Figure 4. Silencing circ_0104700 inhibited the proliferation, cell cycle and induced apoptosis in AML cells by regulating miR-665. (A) miR-665 expression in MV-4-11 and Kasumi-1 cells was detected by qRT-PCR. (B) MV-4-11 and Kasumi-1 cell viability was detected by CCK-8 assay. (C) MV-4-11 and Kasumi-1 cell colony ability was detected by colony formation assay. (D) MV-4-11 and Kasumi-1 cell cycle was detected by flow cytometry. (E) MV-4 11 and Kasumi-1 cell apoptosis was detected by flow cytometry. Compared with si-NC + inhibitor NC group, *P < 0.05, **P < 0.01; compared with si1-circ group, ^#P < 0.05, ^##P < 0.01; compared with inhibitor group, ^&P < 0.05, ^&&P < 0.01.

Figure 5. MiR-665 negatively regulated MCM2 expression. (A) The predicted targeted genes of miR-665 using Starbase online database were intersected with the differentially expressed genes in the microarray analysis of GSE94591 and GSE104099 from GEO database. (B) The binding site of MCM2 with miR-665. (C) Luciferase activity was detected by dual luciferase reporter gene assays. (D) TCGA database showed the high expression of MCM2 in AML samples. (E) RT-qPCR was used to detect the expression of MCM2 in normal cases (n = 20) and AML patients (n = 26). (F) Correlation analysis of MCM2 with miR-665 in AML patients. Compared with Control or miminc NC group, **P < 0.01.

Figure 6. Silencing of MCM2 alleviated the proliferation and cell cycle of AML cells and induces apoptosis by regulating the JAK/STAT signaling. (A) MCM2 expression in MV-4-11 and Kasumi-1 cells was detected by RT-qPCR. (B) MV-4-11 and Kasumi-1 cell viabilities was detected by CCK-8 assay. (C) MV-4-11 and Kasumi-1 cell colony ability was detected by colony formation assay. (D) MV-4-11 and Kasumi-1 cell cycle was detected by flow cytometry. (E) MV-4 11 and Kasumi-1 cell apoptosis was detected by flow cytometry. (F) KEGG downstream pathway prediction for MCM2 using GSEA software. (G) Western blot analysis was used to detected the expression of JAK/STAT signaling-related proteins in MV-4-11 and Kasumi-1 cells. Compared with siCon group, *P < 0.05, **P < 0.01.

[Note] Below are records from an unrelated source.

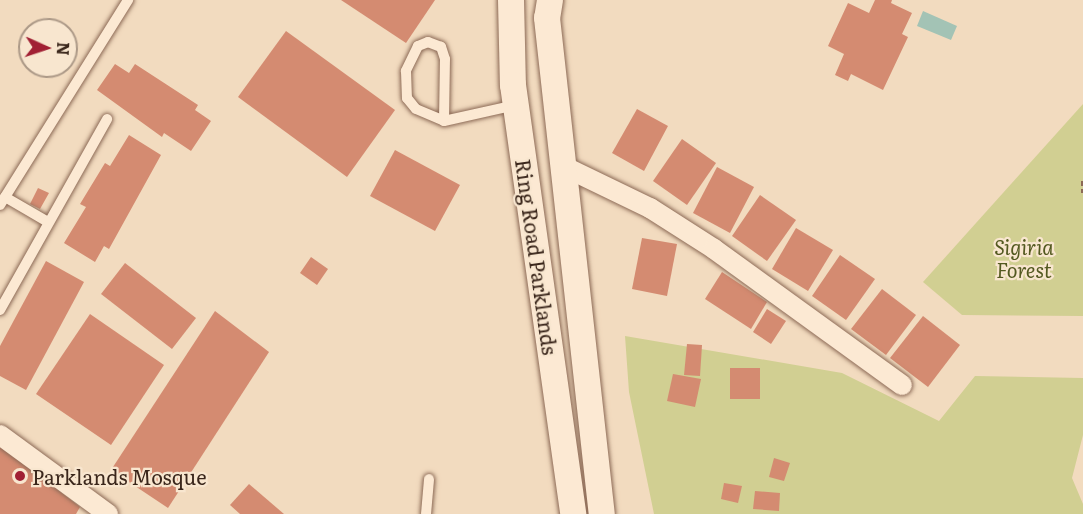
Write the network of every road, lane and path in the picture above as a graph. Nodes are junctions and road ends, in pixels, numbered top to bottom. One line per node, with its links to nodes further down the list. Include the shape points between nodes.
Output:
1 (128, 0): 10 (lane)
2 (511, 0): 4 (street, Ring Road Parklands)
3 (550, 0): 7 (street, Ring Road Parklands, via 547,18)
4 (516, 105): 6 (lane); 18 (street, Ring Road Parklands)
5 (107, 119): 11 (lane)
6 (444, 121): 6 (lane, via 426,116 407,98 405,84 410,59 418,46 429,42 441,47 445,58)
7 (563, 166): 13 (street, via 650,208 714,249); 19 (street, Ring Road Parklands)
8 (1083, 181): 9 (path)
9 (1083, 196)
10 (3, 201): 11 (lane)
11 (48, 222): 12 (lane)
12 (0, 310)
13 (902, 385)
14 (0, 435): 16 (street)
15 (429, 479): 17 (lane)
16 (95, 510)
17 (426, 514)
18 (573, 514)
19 (602, 514)

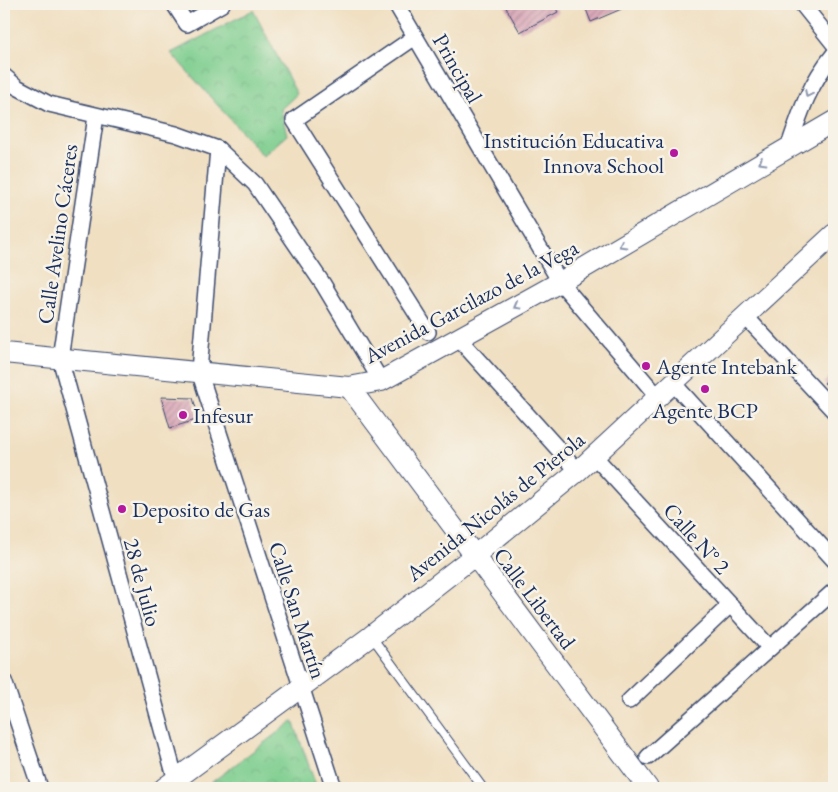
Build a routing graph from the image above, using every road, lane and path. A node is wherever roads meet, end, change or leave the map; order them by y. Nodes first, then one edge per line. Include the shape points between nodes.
1 (174, 4) edge
2 (222, 4) edge
3 (396, 4) edge
4 (802, 4) edge
5 (415, 37) junction
6 (834, 44) edge
7 (834, 54) edge
8 (4, 76) edge
9 (96, 116) junction
10 (834, 121) edge
11 (790, 146) junction
12 (218, 149) junction
13 (834, 234) edge
14 (560, 282) junction
15 (745, 316) junction
16 (428, 332) dead end
17 (459, 339) junction
18 (4, 352) edge
19 (60, 358) junction
20 (199, 371) junction
21 (381, 382) junction
22 (349, 387) junction
23 (666, 390) junction
24 (834, 411) edge
25 (594, 456) junction
26 (578, 471) junction
27 (474, 556) junction
28 (834, 560) edge
29 (834, 592) edge
30 (730, 606) junction
31 (371, 636) junction
32 (770, 648) junction
33 (4, 682) edge
34 (301, 689) junction
35 (629, 701) dead end
36 (648, 757) dead end
37 (172, 785) edge
38 (40, 788) edge
39 (334, 788) edge
40 (483, 788) edge
41 (648, 788) edge

1 - 2 street via 187,24
3 - 5 street, Principal
4 - 6 street
5 - 14 street, Principal
5 - 16 street via 294,120
7 -> 11 street via 817,75
8 - 9 street via 49,104
9 - 12 street via 176,134
9 - 19 street, Calle Avelino Cáceres
10 - 11 street, Avenida Garcilazo de la Vega
11 -> 14 street, Avenida Garcilazo de la Vega
12 - 20 street, Calle San Martín
12 - 21 street via 255,184 323,284
13 - 15 street, Avenida Nicolás de Pierola
14 -> 17 street, Avenida Garcilazo de la Vega
14 - 23 street, Principal
15 - 23 street, Avenida Nicolás de Pierola
15 - 24 street
17 - 21 street, Avenida Garcilazo de la Vega
17 - 26 street
18 - 19 street, Avenida Garcilazo de la Vega
19 - 20 street, Avenida Garcilazo de la Vega
19 - 37 street, 28 de Julio
20 - 22 street, Avenida Garcilazo de la Vega
20 - 34 street, Calle San Martín
21 - 22 street, Avenida Garcilazo de la Vega
22 - 27 street, Calle Libertad
23 - 25 street, Avenida Nicolás de Pierola
23 - 28 street, Principal
25 - 26 street, Avenida Nicolás de Pierola
25 - 30 street, Calle N° 2
26 - 27 street, Avenida Nicolás de Pierola
27 - 31 street, Avenida Nicolás de Pierola
27 - 41 street, Calle Libertad
29 - 32 street
30 - 32 street, Calle N° 2
30 - 35 street
31 - 34 street, Avenida Nicolás de Pierola
31 - 40 lane
32 - 36 street
33 - 38 street
34 - 37 street, Avenida Nicolás de Pierola
34 - 39 street, Calle San Martín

Figure 7. Silencing circ_0104700 inhibited proliferation, cell cycle and induced apoptosis in AML cells by regulating MCM2. (A) MCM2 expression in MV-4-11 and Kasumi-1 cells was detected by RT-qPCR. (B) MV-4-11 and Kasumi-1 cell viabilities was detected by CCK-8 assay. (C) MV-4-11 and Kasumi-1 cell colony ability was detected by colony formation assay. (D) MV-4-11 and Kasumi-1 cell cycle was detected by flow cytometry. (E) MV-4 11 and Kasumi-1 cell apoptosis was detected by flow cytometry. (F) Western blot analysis was used to detected the expression of of JAK/STAT signaling-related proteins in MV-4-11 and Kasumi-1 cells. Compared with si-NC + pcDNA3.1-NC group, *P < 0.05, **P < 0.01; compared with si1-circ group, ^#P < 0.05, ^##P < 0.01; compared with MCM2 group, ^&P < 0.05, ^&&P < 0.01.